Shown below is an outside view on the track curve of the coupler action undergoing the train load stress.










Shown below, the smooth surface clear Lexan truck spacer can be seen retained in its chassis recess. The fabricated coupler pedestal can, also, be seen.










Shown below is an overhead view of the SD70 coupled to the GP38. The SD70 is equipped with a Kadee 787 medium offset coupler adapted to a swinging box with spring return - described in *another article* hosted for me by Greg E on his Web site.

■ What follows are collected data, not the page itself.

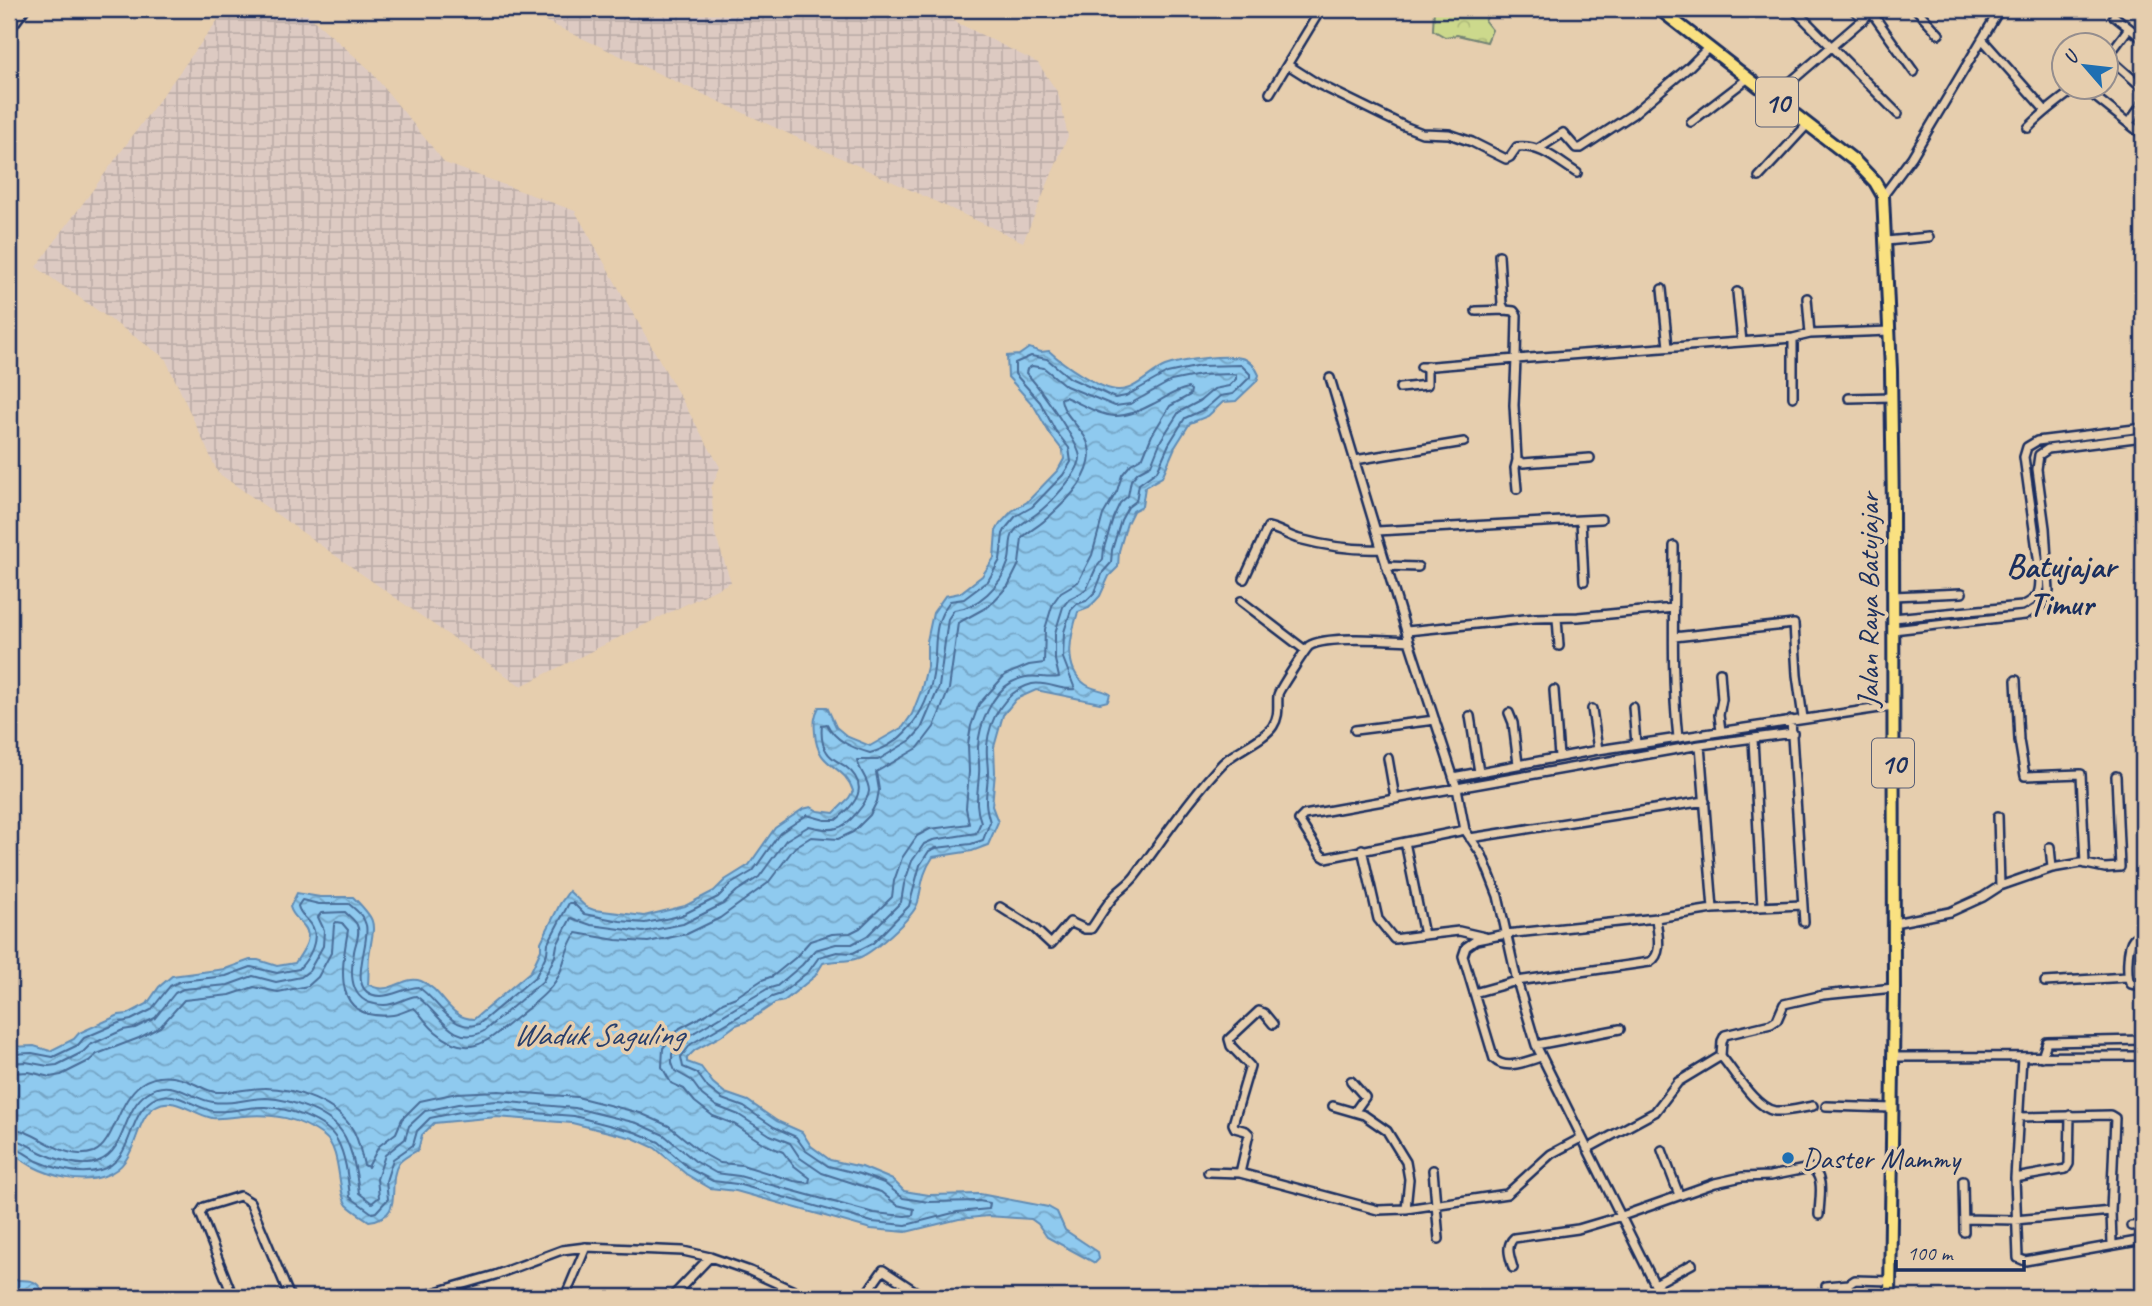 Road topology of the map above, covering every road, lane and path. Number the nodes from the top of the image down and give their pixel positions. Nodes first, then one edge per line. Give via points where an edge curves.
1 (24, 9) edge
2 (1321, 9) edge
3 (1659, 9) edge
4 (1794, 9) edge
5 (1853, 9) edge
6 (1916, 9) edge
7 (2000, 9) edge
8 (1874, 11) edge
9 (2114, 16) dead end
10 (1864, 20) junction
11 (2129, 28) junction
12 (9, 31) edge
13 (1939, 34) dead end
14 (2143, 38) edge
15 (1982, 39) junction
16 (2120, 40) edge
17 (1831, 47) junction
18 (1708, 48) junction
19 (1288, 65) junction
20 (2120, 69) edge
21 (1914, 72) dead end
22 (1747, 79) junction
23 (2143, 88) edge
24 (1270, 93) dead end
25 (1772, 98) junction
26 (2060, 102) edge
27 (2102, 102) edge
28 (2143, 103) edge
29 (2045, 110) junction
30 (1898, 114) dead end
31 (1691, 122) dead end
32 (2129, 123) junction
33 (1807, 125) junction
34 (2028, 128) dead end
35 (2143, 135) edge
36 (1538, 149) junction
37 (1577, 173) dead end
38 (1759, 177) dead end
39 (1884, 199) junction
40 (1886, 235) junction
41 (1929, 237) dead end
42 (1499, 256) dead end
43 (1662, 289) dead end
44 (1737, 292) dead end
45 (1807, 298) dead end
46 (1505, 310) junction
47 (1476, 311) dead end
48 (1890, 331) junction
49 (1810, 334) junction
50 (1793, 338) junction
51 (1742, 342) junction
52 (1668, 346) junction
53 (1517, 359) junction
54 (1329, 378) dead end
55 (1400, 388) dead end
56 (1793, 397) dead end
57 (1892, 397) junction
58 (1849, 398) dead end
59 (2143, 428) edge
60 (2143, 438) edge
61 (1464, 442) dead end
62 (1591, 458) dead end
63 (1355, 460) junction
64 (1517, 460) junction
65 (1517, 489) dead end
66 (1601, 519) dead end
67 (1581, 520) junction
68 (1377, 531) junction
69 (1674, 546) dead end
70 (1381, 550) junction
71 (1387, 566) junction
72 (1418, 567) dead end
73 (1244, 579) dead end
74 (1584, 581) dead end
75 (1962, 593) dead end
76 (1892, 596) junction
77 (1241, 601) dead end
78 (1674, 608) junction
79 (1557, 618) junction
80 (1893, 618) junction
81 (1893, 630) junction
82 (1407, 631) junction
83 (1674, 638) junction
84 (1409, 641) junction
85 (1559, 646) dead end
86 (1305, 650) junction
87 (1720, 672) dead end
88 (2016, 680) dead end
89 (1554, 690) dead end
90 (1893, 706) junction
91 (1633, 707) dead end
92 (1592, 709) dead end
93 (1509, 713) dead end
94 (1470, 716) dead end
95 (1803, 718) junction
96 (1434, 720) junction
97 (1791, 720) junction
98 (1355, 730) dead end
99 (1721, 731) junction
100 (1793, 733) junction
101 (1678, 738) junction
102 (1753, 739) junction
103 (1636, 744) junction
104 (1700, 745) junction
105 (1598, 750) junction
106 (1559, 757) junction
107 (1388, 758) dead end
108 (1518, 764) junction
109 (1479, 772) junction
110 (2116, 776) dead end
111 (1453, 777) junction
112 (1457, 788) junction
113 (1395, 798) junction
114 (1705, 801) junction
115 (1998, 816) dead end
116 (1465, 830) junction
117 (1470, 838) junction
118 (1405, 842) junction
119 (2050, 847) dead end
120 (1362, 849) junction
121 (2085, 864) junction
122 (2052, 868) junction
123 (2000, 886) junction
124 (1802, 905) junction
125 (1762, 906) junction
126 (1000, 907) dead end
127 (1713, 909) junction
128 (1656, 918) junction
129 (1804, 922) dead end
130 (1894, 923) junction
131 (1424, 934) junction
132 (1506, 934) junction
133 (2143, 934) edge
134 (1488, 938) junction
135 (2127, 977) junction
136 (1517, 981) junction
137 (2046, 982) dead end
138 (2143, 986) edge
139 (1894, 988) junction
140 (1474, 993) junction
141 (1273, 1024) dead end
142 (1620, 1029) dead end
143 (2143, 1040) edge
144 (1536, 1045) junction
145 (1721, 1056) junction
146 (2143, 1056) edge
147 (1542, 1057) junction
148 (2022, 1057) junction
149 (2042, 1057) junction
150 (1892, 1058) junction
151 (1351, 1081) dead end
152 (1333, 1106) dead end
153 (1813, 1106) dead end
154 (1826, 1107) dead end
155 (1892, 1108) junction
156 (1355, 1111) junction
157 (2070, 1115) junction
158 (2019, 1116) junction
159 (1581, 1138) junction
160 (1587, 1149) junction
161 (1662, 1150) dead end
162 (1433, 1170) dead end
163 (1208, 1172) dead end
164 (1240, 1173) junction
165 (2015, 1178) junction
166 (1963, 1181) dead end
167 (1679, 1195) junction
168 (1437, 1205) junction
169 (1406, 1209) junction
170 (2111, 1211) junction
171 (1819, 1215) dead end
172 (1622, 1216) junction
173 (1964, 1219) junction
174 (2015, 1220) junction
175 (2143, 1225) edge
176 (2131, 1226) dead end
177 (1964, 1232) dead end
178 (1439, 1239) dead end
179 (2143, 1240) edge
180 (2112, 1244) junction
181 (586, 1247) junction
182 (710, 1257) junction
183 (1692, 1264) dead end
184 (1513, 1268) dead end
185 (1891, 1281) junction
186 (1655, 1284) junction
187 (1826, 1286) dead end
188 (233, 1297) edge
189 (290, 1297) edge
190 (419, 1297) edge
191 (565, 1297) edge
192 (673, 1297) edge
193 (807, 1297) edge
194 (864, 1297) edge
195 (924, 1297) edge
196 (1661, 1297) edge
197 (1890, 1297) edge

1 - 12 street
2 - 19 street
3 - 18 highway, 10
4 - 17 street
5 - 10 street
6 - 13 street
7 - 15 street
8 - 10 street
8 - 21 street
9 - 11 street
10 - 17 street
11 - 14 street
11 - 16 street
15 - 29 street
15 - 39 street
17 - 25 street
17 - 30 street
18 - 22 highway, 10
18 - 36 street via 1633,114 1581,148 1563,133
19 - 24 street
19 - 36 street via 1422,133 1449,134 1506,159 1517,147
20 - 23 street
22 - 25 highway, 10
22 - 31 street
25 - 33 highway, 10
26 - 29 street
27 - 32 street
28 - 32 street
29 - 34 street
32 - 35 street
33 - 38 street
33 - 39 highway, 10 via 1855,161
36 - 37 street
39 - 40 highway, Jalan Raya Batujajar / 10
40 - 41 street
40 - 48 highway, Jalan Raya Batujajar / 10
42 - 46 street
43 - 52 street
44 - 51 street
45 - 49 street
46 - 47 street
46 - 53 street via 1517,315
48 - 49 street
48 - 57 highway, Jalan Raya Batujajar / 10
49 - 50 street
50 - 51 street
50 - 56 street
51 - 52 street
52 - 53 street
53 - 55 street via 1424,367 1427,385
53 - 64 street
54 - 63 street
57 - 58 street
57 - 76 highway, Jalan Raya Batujajar / 10
59 - 80 street via 2037,440 2027,447 2024,457 2040,572 2034,601 2022,606
60 - 81 street via 2048,449 2039,455 2049,590 2035,611
61 - 63 street
62 - 64 street
63 - 68 street
64 - 65 street
66 - 67 street
67 - 68 street
67 - 74 street
68 - 70 street
69 - 78 street
70 - 71 street
70 - 73 street via 1296,539 1268,527
71 - 72 street
71 - 82 street
75 - 76 street
76 - 80 highway, Jalan Raya Batujajar / 10
77 - 86 street
78 - 79 street
78 - 83 street
79 - 82 street
79 - 85 street
80 - 81 highway, Jalan Raya Batujajar / 10
81 - 90 highway, Jalan Raya Batujajar / 10
82 - 84 street
83 - 95 street via 1795,625
83 - 101 street via 1672,690
84 - 86 street via 1321,642
84 - 96 street
86 - 126 street via 1279,690 1279,713 1273,726 1225,761 1091,929 1070,922 1053,944
87 - 99 street
88 - 121 street via 2025,776 2081,774
89 - 106 street
90 - 95 street
90 - 130 highway, Jalan Raya Batujajar / 10
91 - 103 street
92 - 105 street
93 - 108 street
94 - 109 street
95 - 97 street
96 - 98 street
96 - 111 street
97 - 99 street
97 - 100 street
99 - 101 street
100 - 102 street
100 - 124 street
101 - 103 street
102 - 104 street
102 - 125 street
103 - 105 street
104 - 112 street
104 - 114 street
105 - 106 street
106 - 108 street
107 - 113 street
108 - 109 street
109 - 111 street
110 - 121 street via 2121,866
111 - 112 street
112 - 113 street
112 - 116 street
113 - 120 street via 1300,818 1323,857
114 - 117 street
114 - 127 street
115 - 123 street
116 - 117 street
116 - 118 street
117 - 132 street via 1491,874
118 - 120 street
118 - 131 street
119 - 122 street
120 - 131 street via 1380,924 1394,939
121 - 122 street
122 - 123 street
123 - 130 street via 1950,912
124 - 125 street
124 - 129 street
125 - 127 street
127 - 128 street
128 - 132 street
128 - 136 street via 1658,953 1650,962
130 - 139 highway, Jalan Raya Batujajar / 10
131 - 134 street via 1459,931
132 - 134 street
132 - 136 street
133 - 135 street via 2131,943
134 - 140 street via 1476,940 1463,951
135 - 137 street
135 - 138 street via 2131,984
136 - 140 street
136 - 144 street
139 - 145 street via 1784,1004 1771,1024 1725,1035
139 - 150 highway, Jalan Raya Batujajar / 10
140 - 147 street via 1497,1061 1507,1065
141 - 164 street via 1259,1011 1229,1039 1250,1066 1233,1124 1249,1134
142 - 144 street
143 - 149 street via 2048,1042
144 - 147 street
145 - 153 street via 1764,1107 1783,1111
145 - 160 street via 1678,1082 1655,1112
146 - 149 street
147 - 159 street
148 - 149 street
148 - 150 street
148 - 158 street
150 - 155 highway, Jalan Raya Batujajar / 10
151 - 156 street via 1365,1097
152 - 156 street
154 - 155 street
155 - 185 highway, Jalan Raya Batujajar / 10
156 - 169 street via 1387,1131 1406,1162
157 - 158 street
157 - 165 street via 2066,1169
157 - 170 street via 2115,1118
158 - 165 street
159 - 160 street
159 - 168 street via 1551,1154 1507,1194
160 - 172 street
161 - 167 street
162 - 168 street
163 - 164 street
164 - 169 street via 1378,1210
165 - 174 street
166 - 173 street
167 - 171 street via 1742,1177 1810,1168 1820,1177
167 - 172 street
168 - 169 street
168 - 178 street
170 - 174 street
170 - 180 street
172 - 184 street via 1578,1229 1514,1238 1509,1249
172 - 186 street
173 - 174 street
173 - 177 street
174 - 180 street via 2017,1255 2022,1261
175 - 176 street
179 - 180 street
181 - 182 street via 683,1251
181 - 190 street via 562,1250
181 - 191 street
182 - 192 street
182 - 193 street
183 - 186 street
185 - 187 street via 1855,1280
185 - 197 highway, Jalan Raya Batujajar / 10
186 - 196 street
188 - 189 street via 200,1213 204,1207 240,1196 250,1202
194 - 195 street via 883,1270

Shown below is an outside view on the track curve of the SD70 and GP38 coupled together with the stress of the train load.










*Video *

The video below (14:5 minutes) includes a description of GP38 modifications followed at 9:15 into the video by operation with the assist of 2 SD70s pulling a long train on the under house layout.

Title: *USAT GP38 Modifications & Comparisons, Including speed with the Aristo GP40 & USAT SD70*

-Ted


----------



## bnsfconductor (Jan 3, 2008)

*RE: USA Trains GP 38 - Mods for Kadee Centerset Couplers, Abandoning Traction Tires, Etc.*

Ted, 
NWSL makes replacement wheels (w/o traction tires) for the GP's that are the correct diameter. They come in a variety of different flange depths. The only problem is when you install the NWSL wheels you have to grind the brake pad down to get the wheels to fit correctly. 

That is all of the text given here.